We found five breaches of the Health and Social Care Act 2008 (Regulated Activities) Regulations 2014.

Some of the staff practices put people at risk of harm.

People’s medicines were not always managed safely because there were no mechanisms in place to ensure regular stock checks of medicines on premises were carried out.

People and their relatives told us they were happy with service they received. However, we observed that some of the principles of The Mental Capacity Act 2005 (MCA) were not always recognised. Staff received MCA 2005 training but their knowledge was not always consolidated.

Staff asked people living in the service for their consent to their care, however there was a lack of relevant documentation showing that decisions were made in people’s best interest.

People’s care needs were not always assessed accurately and the care received by people was not always personalised. Pre-admission documents were not always fully completed and not all people using the service had their care plans in place.

Not all staff files consisted of relevant recruitment or induction paperwork. Staff were aware of the existence of people’s individual care plans, however, they said they did not always read them. They told us that they knew people’s needs from their day-to-day interactions with them. However, their knowledge on people’s care needs was incomplete.

Family members told us they thought the service was well led. However, we observed this was not always the case. The home admitted nine new people even though they were not fully prepared and consequently people’s needs were not met. Therefore people may have been put at risk.

The service had a handover system implemented to ensure communication between staff on different shifts, but it was not always effective and not all information was passed on.

The communication with external professionals was not always prompt and responsive.

Not all people had risks to their health, safety and welfare assessed and management plans were not always put in place.

There were a limited amount of activities taking place at the home.

There was a system of audits in place to ensure the safe running of the service.
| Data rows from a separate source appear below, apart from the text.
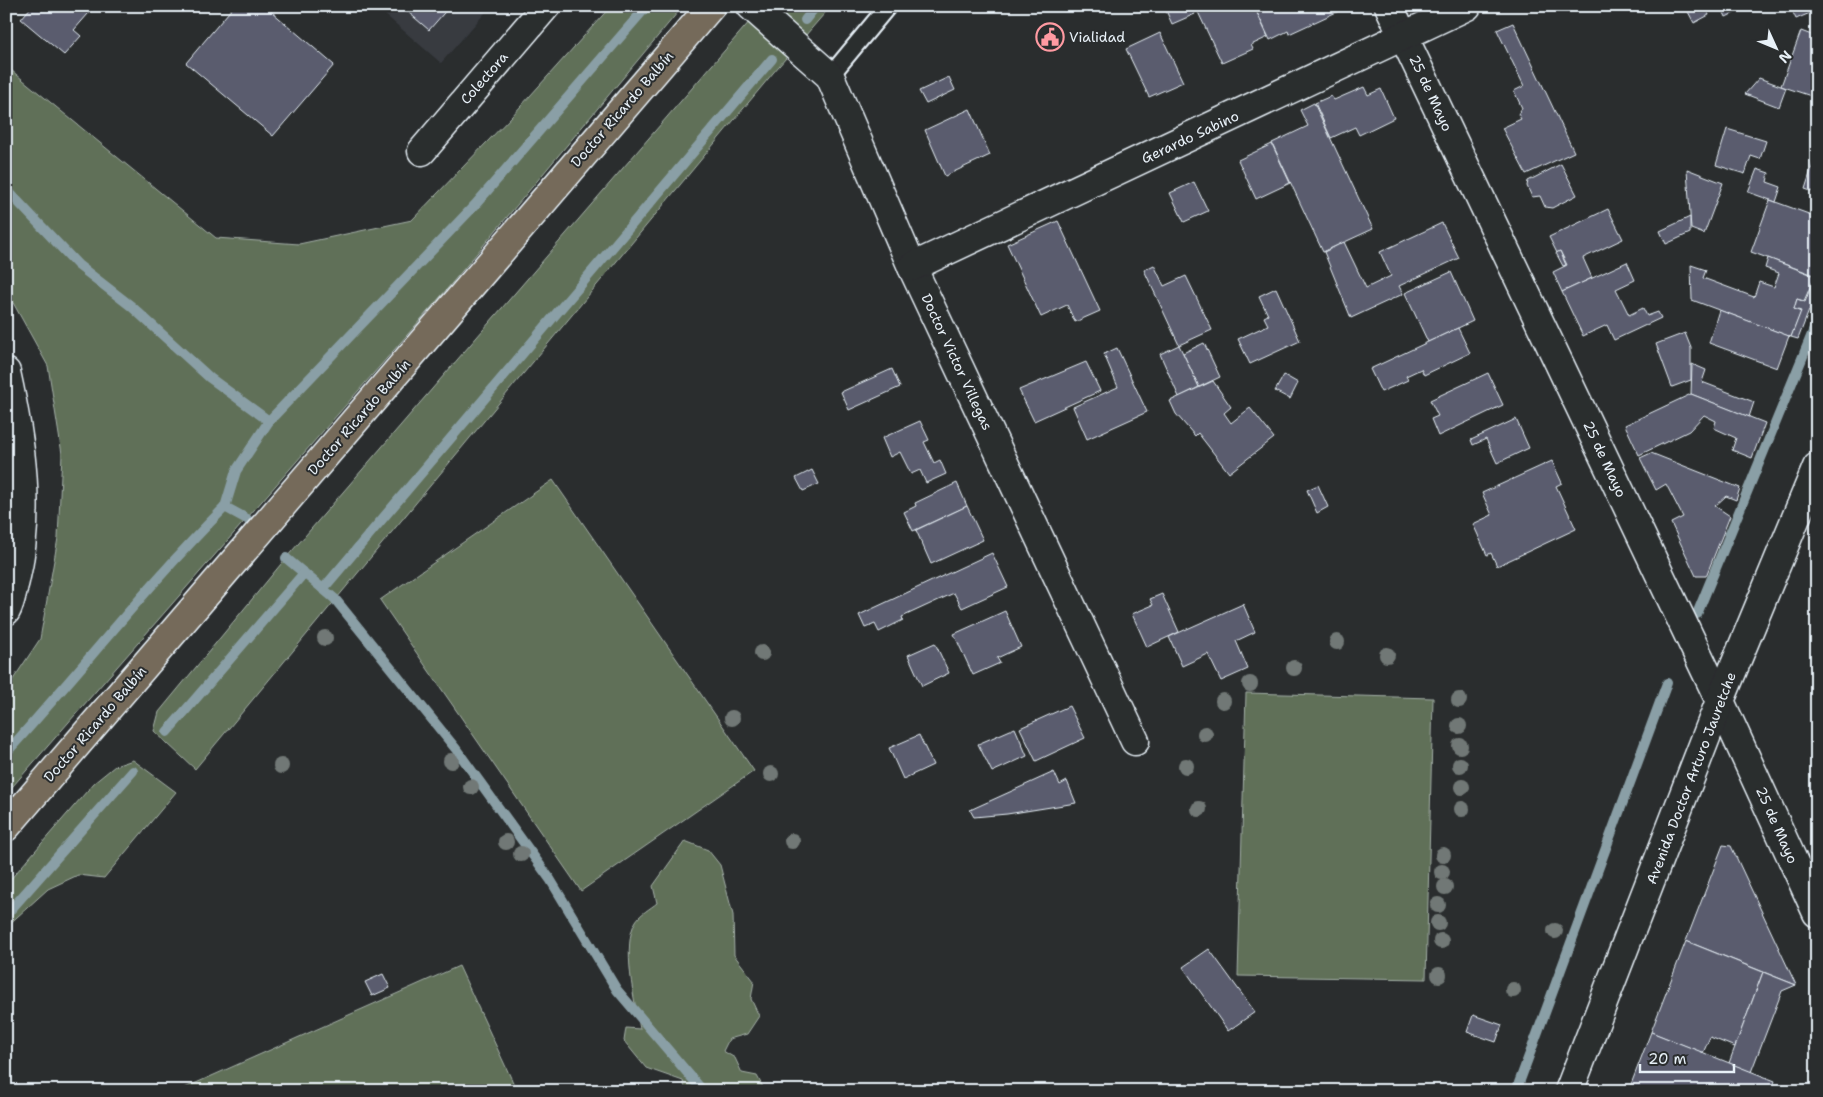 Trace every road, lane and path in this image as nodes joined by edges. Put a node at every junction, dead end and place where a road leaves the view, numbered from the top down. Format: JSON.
{"nodes":[{"id":1,"x":546,"y":6,"type":"edge"},
{"id":2,"x":711,"y":6,"type":"edge"},
{"id":3,"x":751,"y":6,"type":"edge"},
{"id":4,"x":888,"y":6,"type":"edge"},
{"id":5,"x":1390,"y":6,"type":"edge"},
{"id":6,"x":1467,"y":6,"type":"edge"},
{"id":7,"x":1403,"y":36,"type":"junction"},
{"id":8,"x":830,"y":76,"type":"junction"},
{"id":9,"x":422,"y":151,"type":"dead end"},
{"id":10,"x":912,"y":267,"type":"junction"},
{"id":11,"x":6,"y":372,"type":"edge"},
{"id":12,"x":1817,"y":467,"type":"edge"},
{"id":13,"x":6,"y":611,"type":"edge"},
{"id":14,"x":1720,"y":701,"type":"junction"},
{"id":15,"x":1134,"y":741,"type":"dead end"},
{"id":16,"x":6,"y":827,"type":"edge"},
{"id":17,"x":1817,"y":913,"type":"edge"},
{"id":18,"x":1570,"y":1091,"type":"edge"}],
"edges":[{"from":1,"to":9,"type":"street","name":"Colectora"},
{"from":2,"to":16,"type":"main road","name":"Doctor Ricardo Balbín"},
{"from":3,"to":8,"type":"street","name":"Doctor Victor Villegas"},
{"from":4,"to":8,"type":"lane"},
{"from":5,"to":7,"type":"street","name":"25 de Mayo"},
{"from":6,"to":7,"type":"street","name":"Gerardo Sabino"},
{"from":7,"to":10,"type":"street","name":"Gerardo Sabino"},
{"from":7,"to":14,"type":"street","name":"25 de Mayo"},
{"from":8,"to":10,"type":"street","name":"Doctor Victor Villegas"},
{"from":10,"to":15,"type":"street","name":"Doctor Victor Villegas"},
{"from":11,"to":13,"type":"street"},
{"from":12,"to":14,"type":"street","name":"Avenida Doctor Arturo Jauretche"},
{"from":14,"to":17,"type":"street","name":"25 de Mayo"},
{"from":14,"to":18,"type":"street","name":"Avenida Doctor Arturo Jauretche"}]}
However, some of these had not been completed since September 2015.

Medicines were stored in a lockable cabinet and medicines trollies and the staff had access to relevant medicines policies and procedures.

People were protected from harm and abuse as staff received safeguarding training and were aware of the provider’s safeguarding policies and procedures.

The service had recruitment procedures to ensure suitable staff were appointed to work with people who used the service.

There were sufficient staff numbers on each shift and specific duties were allocated to each staff on daily basis.

There were systems in place to ensure people lived in a safe environment. We saw evidence that weekly, monthly and yearly health and safety checks took place and staff received relevant training.

The Deprivation of Liberty Safeguards (DoLS) applications had been made correctly for 11 people living in the service.

There was an induction process in place that consisted of e-learning, classroom training and shadowing.

Staff received regular supervision in the form of one to one or group meetings and they could ask for additional support if needed.

People’s nutritional and dietary needs were assessed and people were encouraged to have a healthy and balanced diet. An experienced chef had prepared a mixture of Indian and Western food in accordance with people’s dietary and cultural needs and wishes.

Family members told us the service was caring and they were happy with the way staff approached their relatives. We observed staff reacted promptly to meet people’s changing needs. People’s privacy and dignity was respected.

The provider had a complaints policy and procedure and residents and relatives satisfaction survey procedure in place. Nevertheless, this relatives and staff were not aware of it and the residents and relative’s survey was only carried out once when the service was newly opened and there were only two people leaving there.